A federal trial is about to get underway in Louisiana that promises to be a case study into what happens in jurisdictions previously covered by the Voting Rights Act’s Section Five now that those protections have been vanquished by a recent U.S. Supreme Court ruling. Section Five required federal preclearance of election changes in places with a history of racial discrimination, most of them in the South. The case, which involves questions about fair racial representation among city court judges, has been allowed to go forth after U.S. District Judge Brian A. Jackson found that state lawmakers have been negligent in their obligations to black voters.

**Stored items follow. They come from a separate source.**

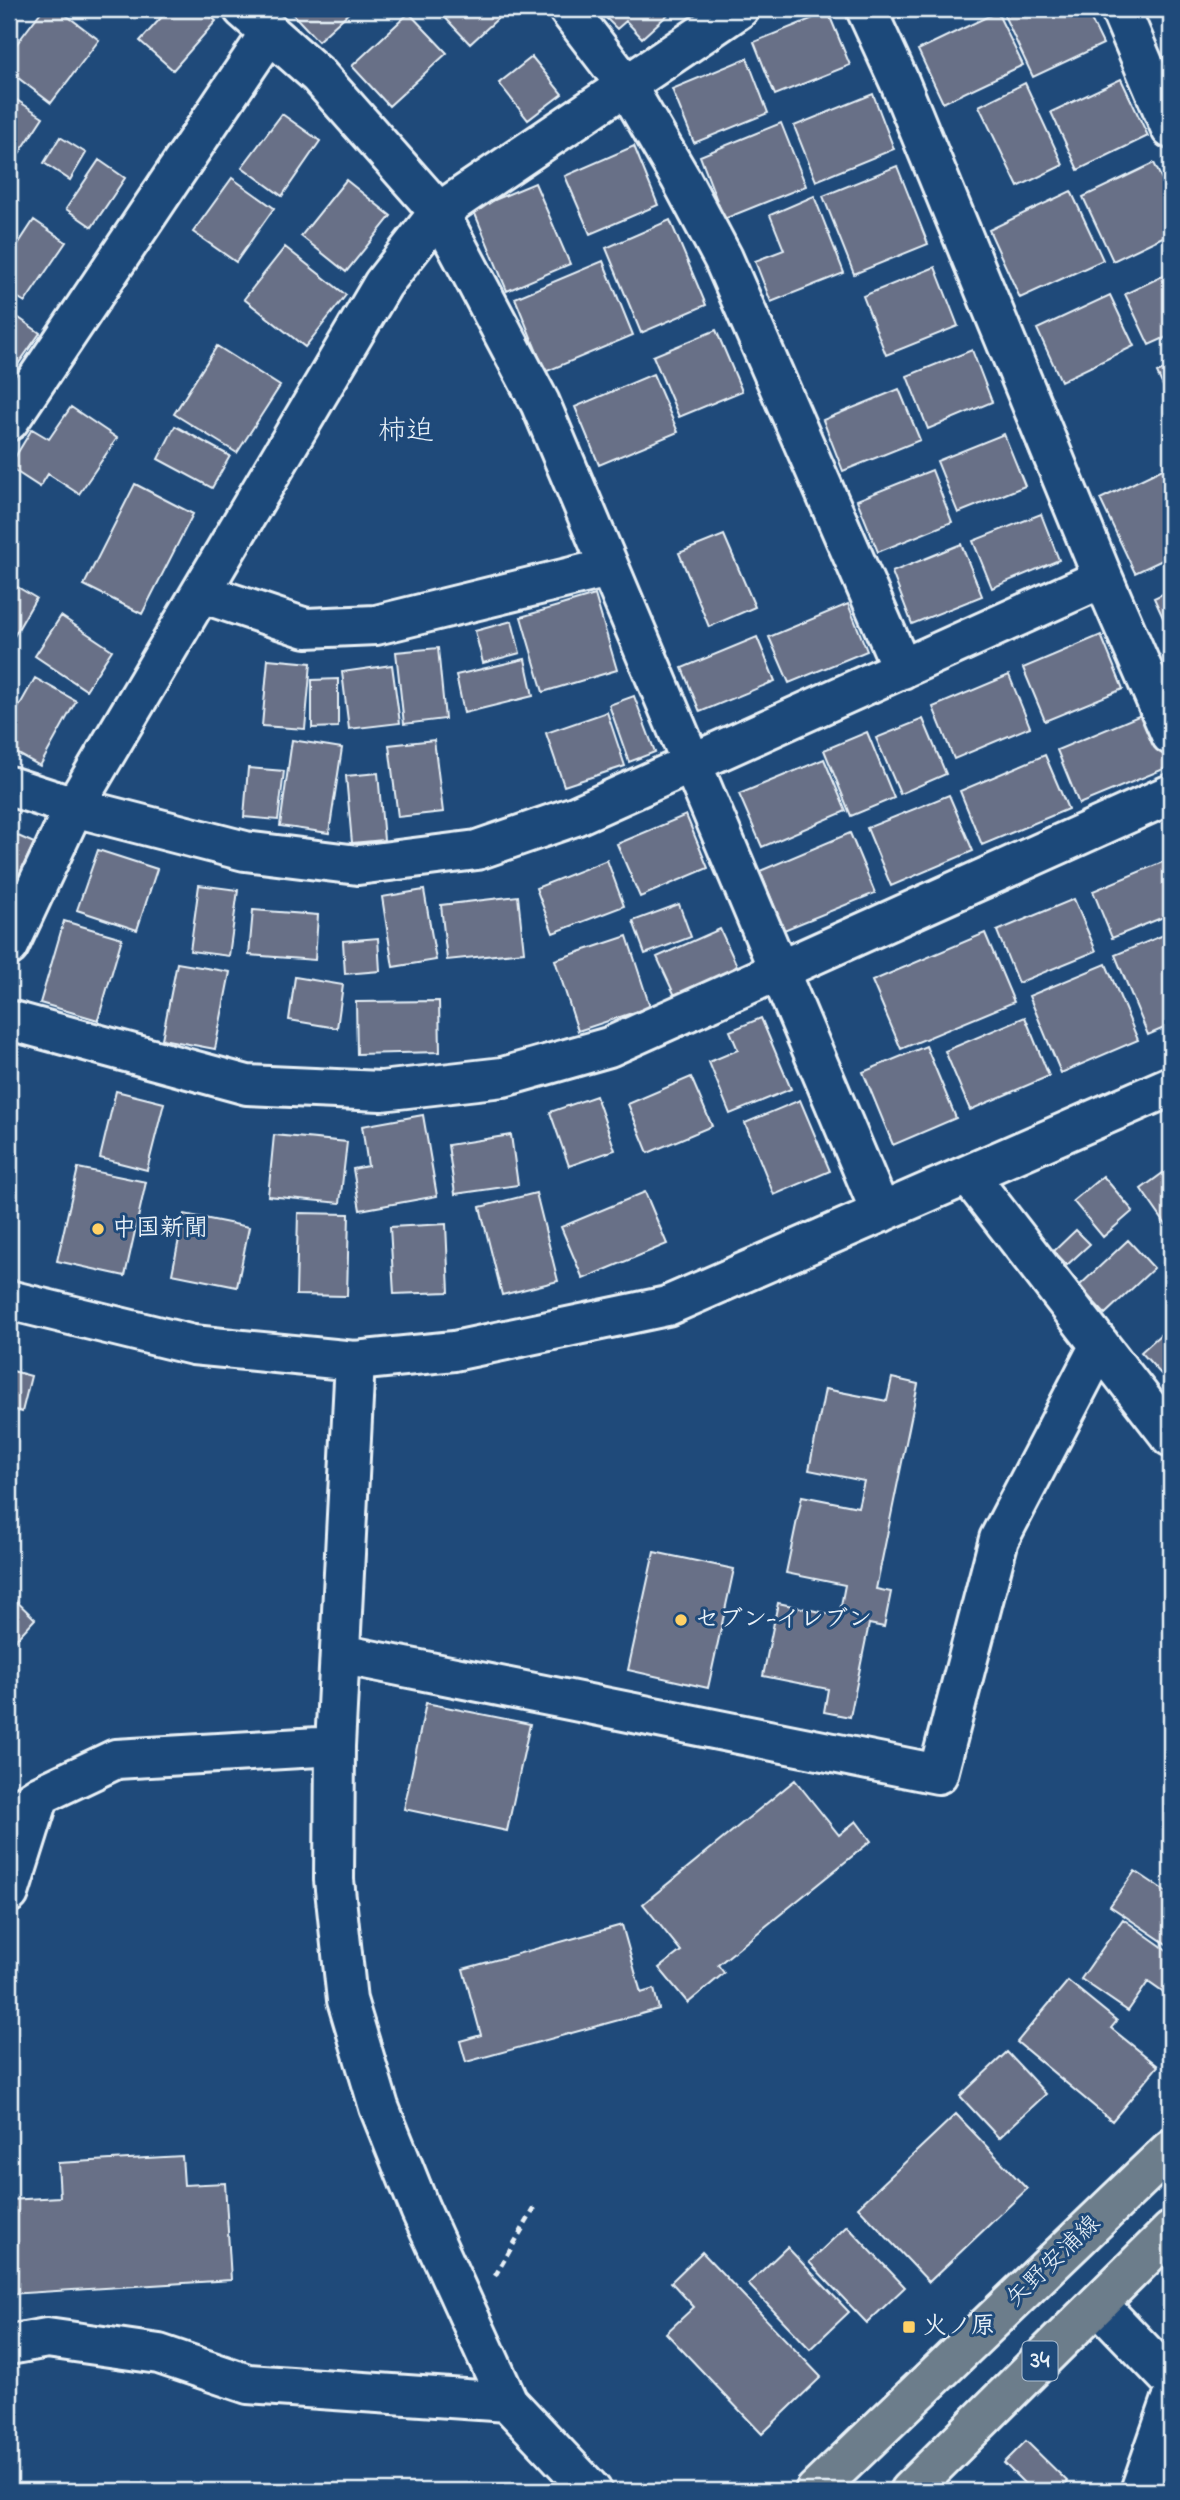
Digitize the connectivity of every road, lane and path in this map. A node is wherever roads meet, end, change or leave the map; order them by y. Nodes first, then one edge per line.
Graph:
1 (568, 9) edge
2 (738, 9) edge
3 (866, 9) edge
4 (1119, 9) edge
5 (256, 20) edge
6 (1161, 75) edge
7 (626, 85) junction
8 (1171, 129) edge
9 (439, 212) junction
10 (9, 421) edge
11 (608, 568) junction
12 (1103, 578) junction
13 (201, 593) junction
14 (902, 669) junction
15 (1171, 735) edge
16 (690, 765) junction
17 (9, 786) edge
18 (1171, 794) edge
19 (74, 807) junction
20 (9, 946) edge
21 (777, 969) junction
22 (9, 1020) edge
23 (1171, 1086) edge
24 (969, 1176) junction
25 (881, 1213) junction
26 (9, 1300) edge
27 (1100, 1345) junction
28 (355, 1361) junction
29 (1171, 1437) edge
30 (340, 1654) junction
31 (335, 1746) junction
32 (40, 1794) junction
33 (9, 1815) edge
34 (9, 1893) edge
35 (1171, 2148) edge
36 (537, 2204) dead end
37 (1171, 2231) edge
38 (490, 2285) dead end
39 (1098, 2304) junction
40 (9, 2345) edge
41 (1171, 2381) edge
42 (508, 2402) junction
43 (1171, 2402) edge
44 (592, 2491) edge
45 (815, 2491) edge
46 (909, 2491) edge
47 (1140, 2491) edge

1 - 7 street
2 - 7 street
3 - 12 street
4 - 6 street
5 - 9 street
5 - 10 street
6 - 8 street
7 - 9 street
7 - 14 street
9 - 11 street
9 - 13 street
11 - 13 street
11 - 16 street
12 - 14 street
12 - 15 street
13 - 19 street
14 - 16 street
16 - 19 street
16 - 21 street
17 - 19 street
18 - 21 street
19 - 20 street
21 - 22 street
21 - 25 street
23 - 24 street
24 - 25 street
24 - 27 street
25 - 28 street
26 - 28 street
27 - 29 street
27 - 30 street
28 - 30 street
30 - 31 street
31 - 32 street
31 - 42 street
32 - 33 street
32 - 34 street
35 - 45 main road, 矢野安浦線 / 34
36 - 38 path
37 - 39 main road, 34
39 - 41 street
39 - 46 main road, 34
40 - 42 street
42 - 44 street
43 - 47 street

Last October, Baton Rouge residents Kenneth Hall and Byron Sharper sued the state for failing to produce new district lines for Baton Rouge city court judge elections after the 2000 Census showed the city had become predominantly African-American. Three of the current judges are white and two are black, but that court composition is a reflection of a time when the city had a white majority. Blacks now make up 55 percent of the city’s population.
State lawmakers had numerous chances to redraw the city court district lines but didn’t — and in many cases, flat-out refused to, said the plaintiffs. Judge Jackson agreed, saying in the hearing, “The court has given … the Legislature every opportunity to correct this situation, and it has failed to do so,” as reported by The Advocate newspaper.
This year, Democratic state Rep. Alfred C. Williams, an African-American legislator for East Baton Rouge, introduced legislation to fix the district lines, but it was defeated, with white Republican legislators actively lobbying against it. Similar bills failed in 2004 and 2006 as well.